Picture a single society running from the Italian Riviera to the Atlantic edge of Spain, its members numbering in the billions, none of them ever raising a weapon against another. That is not a thought experiment about humans; it is a population of ants.
In 2002, three researchers at the University of Lausanne reported that a single network of Argentine ant nests stretched at least 6,000 kilometres along the Mediterranean and Atlantic coasts of southern Europe. Tatiana Giraud, Jes S. Pedersen and Laurent Keller documented a main supercolony of millions of nests and billions of workers — a cooperative unit they described as astonishing in scale.
What makes the European supercolony so strange is not just its size — it is the peace. In their native South America, Argentine ants behave like most ants: neighbouring colonies fight, and a colony stays small, on the order of a few metres to a few kilometres across.
These ones do something different. Workers pulled from nests hundreds of kilometres apart, with no shared recent ancestry to speak of, meet and groom and pass food rather than tear each other apart.

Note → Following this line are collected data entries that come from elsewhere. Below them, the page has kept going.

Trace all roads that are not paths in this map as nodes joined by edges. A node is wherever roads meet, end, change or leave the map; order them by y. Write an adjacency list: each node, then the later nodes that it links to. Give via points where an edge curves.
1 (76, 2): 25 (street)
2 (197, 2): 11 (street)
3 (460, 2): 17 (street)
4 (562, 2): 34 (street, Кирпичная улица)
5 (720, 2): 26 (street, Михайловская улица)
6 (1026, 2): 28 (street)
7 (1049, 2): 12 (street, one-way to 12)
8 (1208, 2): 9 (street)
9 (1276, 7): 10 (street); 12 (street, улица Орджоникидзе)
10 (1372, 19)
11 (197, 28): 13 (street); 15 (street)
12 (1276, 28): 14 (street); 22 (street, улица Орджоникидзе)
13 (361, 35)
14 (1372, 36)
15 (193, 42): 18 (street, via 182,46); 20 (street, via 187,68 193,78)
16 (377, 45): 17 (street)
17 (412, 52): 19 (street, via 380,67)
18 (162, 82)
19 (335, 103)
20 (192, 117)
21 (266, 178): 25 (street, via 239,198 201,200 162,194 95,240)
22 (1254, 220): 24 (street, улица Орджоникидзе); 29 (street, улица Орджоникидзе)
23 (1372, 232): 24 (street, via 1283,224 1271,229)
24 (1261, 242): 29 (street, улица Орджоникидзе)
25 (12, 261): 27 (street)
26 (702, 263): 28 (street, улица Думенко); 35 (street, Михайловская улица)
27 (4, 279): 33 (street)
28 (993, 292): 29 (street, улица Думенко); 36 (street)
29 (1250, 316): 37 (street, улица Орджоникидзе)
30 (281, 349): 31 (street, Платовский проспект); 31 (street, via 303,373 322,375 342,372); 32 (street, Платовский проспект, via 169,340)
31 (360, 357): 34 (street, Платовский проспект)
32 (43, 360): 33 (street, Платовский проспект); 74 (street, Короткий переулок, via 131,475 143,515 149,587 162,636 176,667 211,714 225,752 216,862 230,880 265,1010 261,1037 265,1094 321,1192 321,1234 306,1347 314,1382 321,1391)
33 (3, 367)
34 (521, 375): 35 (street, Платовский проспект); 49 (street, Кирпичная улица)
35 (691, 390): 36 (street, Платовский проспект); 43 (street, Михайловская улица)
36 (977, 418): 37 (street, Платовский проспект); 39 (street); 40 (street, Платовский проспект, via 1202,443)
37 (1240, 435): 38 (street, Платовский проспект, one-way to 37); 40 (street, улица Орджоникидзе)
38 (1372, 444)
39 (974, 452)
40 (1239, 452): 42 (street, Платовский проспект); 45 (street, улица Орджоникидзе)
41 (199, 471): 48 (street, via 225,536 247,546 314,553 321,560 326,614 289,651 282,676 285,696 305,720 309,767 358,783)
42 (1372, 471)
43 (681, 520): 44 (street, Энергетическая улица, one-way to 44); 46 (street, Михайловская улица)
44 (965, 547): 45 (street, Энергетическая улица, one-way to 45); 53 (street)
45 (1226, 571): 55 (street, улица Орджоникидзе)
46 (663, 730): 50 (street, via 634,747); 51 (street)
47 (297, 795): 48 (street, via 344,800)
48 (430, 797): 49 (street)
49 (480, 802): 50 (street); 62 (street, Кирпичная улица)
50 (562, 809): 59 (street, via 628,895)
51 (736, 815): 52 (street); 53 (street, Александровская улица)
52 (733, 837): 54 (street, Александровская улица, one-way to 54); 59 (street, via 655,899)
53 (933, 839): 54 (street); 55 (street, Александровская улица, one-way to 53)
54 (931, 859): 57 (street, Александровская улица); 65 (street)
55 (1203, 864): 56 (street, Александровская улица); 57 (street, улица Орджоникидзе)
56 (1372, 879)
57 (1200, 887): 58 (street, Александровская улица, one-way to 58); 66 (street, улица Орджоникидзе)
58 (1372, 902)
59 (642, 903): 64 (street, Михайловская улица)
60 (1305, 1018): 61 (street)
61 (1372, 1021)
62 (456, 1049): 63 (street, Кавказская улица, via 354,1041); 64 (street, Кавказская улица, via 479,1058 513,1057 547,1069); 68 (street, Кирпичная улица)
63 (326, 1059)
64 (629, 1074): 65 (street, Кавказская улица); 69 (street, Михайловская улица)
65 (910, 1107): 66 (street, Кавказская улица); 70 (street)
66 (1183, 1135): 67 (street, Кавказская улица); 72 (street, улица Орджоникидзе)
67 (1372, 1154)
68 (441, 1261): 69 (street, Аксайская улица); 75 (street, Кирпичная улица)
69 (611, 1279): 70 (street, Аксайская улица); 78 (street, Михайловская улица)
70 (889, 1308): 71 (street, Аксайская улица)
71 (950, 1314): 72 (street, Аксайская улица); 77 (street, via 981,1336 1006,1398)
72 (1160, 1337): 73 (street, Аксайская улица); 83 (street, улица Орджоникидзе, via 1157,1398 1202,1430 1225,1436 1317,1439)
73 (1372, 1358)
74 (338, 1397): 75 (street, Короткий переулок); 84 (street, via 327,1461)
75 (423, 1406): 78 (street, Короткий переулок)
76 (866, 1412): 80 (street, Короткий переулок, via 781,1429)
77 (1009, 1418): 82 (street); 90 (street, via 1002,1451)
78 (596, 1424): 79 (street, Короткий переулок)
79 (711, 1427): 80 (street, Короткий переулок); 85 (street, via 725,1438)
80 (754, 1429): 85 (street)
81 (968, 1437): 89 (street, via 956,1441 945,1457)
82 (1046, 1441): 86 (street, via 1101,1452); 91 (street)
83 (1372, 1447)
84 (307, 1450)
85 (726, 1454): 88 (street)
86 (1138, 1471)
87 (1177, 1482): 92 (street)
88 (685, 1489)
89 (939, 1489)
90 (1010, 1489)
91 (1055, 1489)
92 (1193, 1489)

The Lausanne team put numbers to it by collecting ants from sites along the coast and staging encounters between them. Workers from the same supercolony showed no aggression toward one another, even when separated by huge distances and genetic differentiation between sampling sites. Mix workers from two different supercolonies, though, and the result is lethal. The truce holds inside the network and stops hard at its edge.
The European finding raises a question that sounds philosophical but turns out to be biological: at what point does a sprawling web of cooperating individuals stop being a population and become a single society? Biologist Mark Moffett took it up. His answer turns on growth. Moffett wrote that “this capacity for unrestricted growth is the defining characteristic of supercolonies.” A normal ant colony has a ceiling; a supercolony does not.
That capacity for essentially unlimited scale shows up in only a handful of ant species and in one other animal: us. The comparison is what gives the European supercolony its claim to be the second-largest cooperative society on the planet. The Lausanne team had already reached for similar language, describing the network as one that “effectively forms the largest cooperative unit ever recorded.”
And it grew larger still. A later study traced the connections beyond Europe. Behavioural tests and chemical analyses showed that the biggest European, Californian and Japanese supercolonies recognise one another as nestmates, linking them into one intercontinental society. Ellen Van Wilgenburg, Candice Torres and Neil Tsutsui concluded that the intercontinental network is the “most populous known animal society.”
The supercolony was not engineered. It is a by-product of human shipping, which carried a South American ant around the world and, on the working hypothesis, narrowed its recognition system down to a single shared signal somewhere along the way.
In its home range the same species stays small and quarrelsome. Dropped into Europe with its old border disputes erased, it kept doing the one thing ants do well, cooperating, and simply never ran out of relatives to cooperate with.
Why the peace holds so widely is not fully understood. The same team that mapped the intercontinental network was candid about the gap, noting that the global supercolony’s persistence looked like apparent evolutionary stasis — surprising because introduced populations often evolve rapidly.